Stored items
<<<<

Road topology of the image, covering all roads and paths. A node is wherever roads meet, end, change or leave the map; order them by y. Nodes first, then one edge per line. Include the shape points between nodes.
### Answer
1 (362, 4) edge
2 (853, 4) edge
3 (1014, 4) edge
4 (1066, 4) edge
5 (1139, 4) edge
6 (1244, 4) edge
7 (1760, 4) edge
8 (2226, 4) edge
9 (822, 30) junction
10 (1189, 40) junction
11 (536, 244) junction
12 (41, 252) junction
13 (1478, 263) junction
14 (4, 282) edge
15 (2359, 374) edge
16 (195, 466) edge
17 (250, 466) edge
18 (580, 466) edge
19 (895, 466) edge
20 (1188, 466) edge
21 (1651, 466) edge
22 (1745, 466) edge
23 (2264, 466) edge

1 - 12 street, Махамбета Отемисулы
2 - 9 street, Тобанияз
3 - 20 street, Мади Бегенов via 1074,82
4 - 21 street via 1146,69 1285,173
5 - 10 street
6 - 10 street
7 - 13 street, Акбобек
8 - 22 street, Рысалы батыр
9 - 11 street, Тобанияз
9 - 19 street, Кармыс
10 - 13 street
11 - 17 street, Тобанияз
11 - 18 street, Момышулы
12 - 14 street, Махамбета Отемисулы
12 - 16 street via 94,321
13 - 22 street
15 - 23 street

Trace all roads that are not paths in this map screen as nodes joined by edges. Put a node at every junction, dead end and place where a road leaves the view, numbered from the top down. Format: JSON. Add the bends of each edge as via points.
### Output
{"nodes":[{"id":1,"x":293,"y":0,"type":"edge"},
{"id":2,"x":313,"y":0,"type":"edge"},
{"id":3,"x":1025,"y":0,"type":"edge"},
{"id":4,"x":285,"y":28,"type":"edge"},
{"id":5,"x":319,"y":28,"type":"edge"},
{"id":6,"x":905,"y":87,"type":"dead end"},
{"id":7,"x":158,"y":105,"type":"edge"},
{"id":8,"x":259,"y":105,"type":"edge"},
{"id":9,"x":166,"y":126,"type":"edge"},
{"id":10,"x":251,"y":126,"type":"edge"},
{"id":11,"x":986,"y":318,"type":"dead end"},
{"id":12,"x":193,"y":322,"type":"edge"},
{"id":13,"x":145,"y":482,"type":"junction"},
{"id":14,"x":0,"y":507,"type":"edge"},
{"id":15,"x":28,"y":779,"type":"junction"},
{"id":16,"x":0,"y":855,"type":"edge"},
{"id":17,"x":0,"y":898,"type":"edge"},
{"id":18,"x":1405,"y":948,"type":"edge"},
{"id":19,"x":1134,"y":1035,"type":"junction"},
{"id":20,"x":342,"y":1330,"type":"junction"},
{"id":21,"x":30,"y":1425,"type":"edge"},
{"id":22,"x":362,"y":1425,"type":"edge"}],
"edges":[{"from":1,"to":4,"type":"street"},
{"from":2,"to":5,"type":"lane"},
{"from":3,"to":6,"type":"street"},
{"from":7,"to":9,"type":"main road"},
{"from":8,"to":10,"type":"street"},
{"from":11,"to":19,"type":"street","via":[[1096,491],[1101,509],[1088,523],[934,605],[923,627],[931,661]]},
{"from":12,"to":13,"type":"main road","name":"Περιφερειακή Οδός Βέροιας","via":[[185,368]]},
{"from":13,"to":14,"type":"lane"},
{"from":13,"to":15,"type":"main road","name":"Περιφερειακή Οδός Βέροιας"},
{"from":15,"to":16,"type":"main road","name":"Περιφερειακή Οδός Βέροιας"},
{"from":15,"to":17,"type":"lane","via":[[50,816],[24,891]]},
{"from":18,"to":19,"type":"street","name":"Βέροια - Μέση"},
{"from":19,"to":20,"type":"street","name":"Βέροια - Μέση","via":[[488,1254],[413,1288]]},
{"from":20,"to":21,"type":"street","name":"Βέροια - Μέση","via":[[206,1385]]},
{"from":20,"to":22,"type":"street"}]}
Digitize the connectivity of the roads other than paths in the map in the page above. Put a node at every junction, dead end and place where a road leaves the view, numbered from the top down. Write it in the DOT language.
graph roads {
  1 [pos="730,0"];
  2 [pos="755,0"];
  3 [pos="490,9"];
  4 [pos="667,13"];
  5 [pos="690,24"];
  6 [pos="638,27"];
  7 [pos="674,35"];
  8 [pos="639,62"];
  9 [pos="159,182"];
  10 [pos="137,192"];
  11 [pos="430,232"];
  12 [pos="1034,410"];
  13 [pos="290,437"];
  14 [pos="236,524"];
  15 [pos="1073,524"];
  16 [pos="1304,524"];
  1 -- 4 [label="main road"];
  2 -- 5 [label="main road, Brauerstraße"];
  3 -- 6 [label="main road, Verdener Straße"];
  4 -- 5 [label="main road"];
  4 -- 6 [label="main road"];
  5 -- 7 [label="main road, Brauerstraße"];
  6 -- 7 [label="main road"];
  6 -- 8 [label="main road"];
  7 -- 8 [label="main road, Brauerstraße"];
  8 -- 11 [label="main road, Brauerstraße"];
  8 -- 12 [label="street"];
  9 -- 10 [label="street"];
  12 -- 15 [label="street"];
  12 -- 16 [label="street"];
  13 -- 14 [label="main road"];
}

>>>>

• _BRIEF_
Print each entry above again, exactly as it was given.

• _ANSWER FOR THE TASK_
Road topology of the image, covering all roads and paths. A node is wherever roads meet, end, change or leave the map; order them by y. Nodes first, then one edge per line. Include the shape points between nodes.
### Answer
1 (362, 4) edge
2 (853, 4) edge
3 (1014, 4) edge
4 (1066, 4) edge
5 (1139, 4) edge
6 (1244, 4) edge
7 (1760, 4) edge
8 (2226, 4) edge
9 (822, 30) junction
10 (1189, 40) junction
11 (536, 244) junction
12 (41, 252) junction
13 (1478, 263) junction
14 (4, 282) edge
15 (2359, 374) edge
16 (195, 466) edge
17 (250, 466) edge
18 (580, 466) edge
19 (895, 466) edge
20 (1188, 466) edge
21 (1651, 466) edge
22 (1745, 466) edge
23 (2264, 466) edge

1 - 12 street, Махамбета Отемисулы
2 - 9 street, Тобанияз
3 - 20 street, Мади Бегенов via 1074,82
4 - 21 street via 1146,69 1285,173
5 - 10 street
6 - 10 street
7 - 13 street, Акбобек
8 - 22 street, Рысалы батыр
9 - 11 street, Тобанияз
9 - 19 street, Кармыс
10 - 13 street
11 - 17 street, Тобанияз
11 - 18 street, Момышулы
12 - 14 street, Махамбета Отемисулы
12 - 16 street via 94,321
13 - 22 street
15 - 23 street

Trace all roads that are not paths in this map screen as nodes joined by edges. Put a node at every junction, dead end and place where a road leaves the view, numbered from the top down. Format: JSON. Add the bends of each edge as via points.
### Output
{"nodes":[{"id":1,"x":293,"y":0,"type":"edge"},
{"id":2,"x":313,"y":0,"type":"edge"},
{"id":3,"x":1025,"y":0,"type":"edge"},
{"id":4,"x":285,"y":28,"type":"edge"},
{"id":5,"x":319,"y":28,"type":"edge"},
{"id":6,"x":905,"y":87,"type":"dead end"},
{"id":7,"x":158,"y":105,"type":"edge"},
{"id":8,"x":259,"y":105,"type":"edge"},
{"id":9,"x":166,"y":126,"type":"edge"},
{"id":10,"x":251,"y":126,"type":"edge"},
{"id":11,"x":986,"y":318,"type":"dead end"},
{"id":12,"x":193,"y":322,"type":"edge"},
{"id":13,"x":145,"y":482,"type":"junction"},
{"id":14,"x":0,"y":507,"type":"edge"},
{"id":15,"x":28,"y":779,"type":"junction"},
{"id":16,"x":0,"y":855,"type":"edge"},
{"id":17,"x":0,"y":898,"type":"edge"},
{"id":18,"x":1405,"y":948,"type":"edge"},
{"id":19,"x":1134,"y":1035,"type":"junction"},
{"id":20,"x":342,"y":1330,"type":"junction"},
{"id":21,"x":30,"y":1425,"type":"edge"},
{"id":22,"x":362,"y":1425,"type":"edge"}],
"edges":[{"from":1,"to":4,"type":"street"},
{"from":2,"to":5,"type":"lane"},
{"from":3,"to":6,"type":"street"},
{"from":7,"to":9,"type":"main road"},
{"from":8,"to":10,"type":"street"},
{"from":11,"to":19,"type":"street","via":[[1096,491],[1101,509],[1088,523],[934,605],[923,627],[931,661]]},
{"from":12,"to":13,"type":"main road","name":"Περιφερειακή Οδός Βέροιας","via":[[185,368]]},
{"from":13,"to":14,"type":"lane"},
{"from":13,"to":15,"type":"main road","name":"Περιφερειακή Οδός Βέροιας"},
{"from":15,"to":16,"type":"main road","name":"Περιφερειακή Οδός Βέροιας"},
{"from":15,"to":17,"type":"lane","via":[[50,816],[24,891]]},
{"from":18,"to":19,"type":"street","name":"Βέροια - Μέση"},
{"from":19,"to":20,"type":"street","name":"Βέροια - Μέση","via":[[488,1254],[413,1288]]},
{"from":20,"to":21,"type":"street","name":"Βέροια - Μέση","via":[[206,1385]]},
{"from":20,"to":22,"type":"street"}]}
Digitize the connectivity of the roads other than paths in the map in the page above. Put a node at every junction, dead end and place where a road leaves the view, numbered from the top down. Write it in the DOT language.
graph roads {
  1 [pos="730,0"];
  2 [pos="755,0"];
  3 [pos="490,9"];
  4 [pos="667,13"];
  5 [pos="690,24"];
  6 [pos="638,27"];
  7 [pos="674,35"];
  8 [pos="639,62"];
  9 [pos="159,182"];
  10 [pos="137,192"];
  11 [pos="430,232"];
  12 [pos="1034,410"];
  13 [pos="290,437"];
  14 [pos="236,524"];
  15 [pos="1073,524"];
  16 [pos="1304,524"];
  1 -- 4 [label="main road"];
  2 -- 5 [label="main road, Brauerstraße"];
  3 -- 6 [label="main road, Verdener Straße"];
  4 -- 5 [label="main road"];
  4 -- 6 [label="main road"];
  5 -- 7 [label="main road, Brauerstraße"];
  6 -- 7 [label="main road"];
  6 -- 8 [label="main road"];
  7 -- 8 [label="main road, Brauerstraße"];
  8 -- 11 [label="main road, Brauerstraße"];
  8 -- 12 [label="street"];
  9 -- 10 [label="street"];
  12 -- 15 [label="street"];
  12 -- 16 [label="street"];
  13 -- 14 [label="main road"];
}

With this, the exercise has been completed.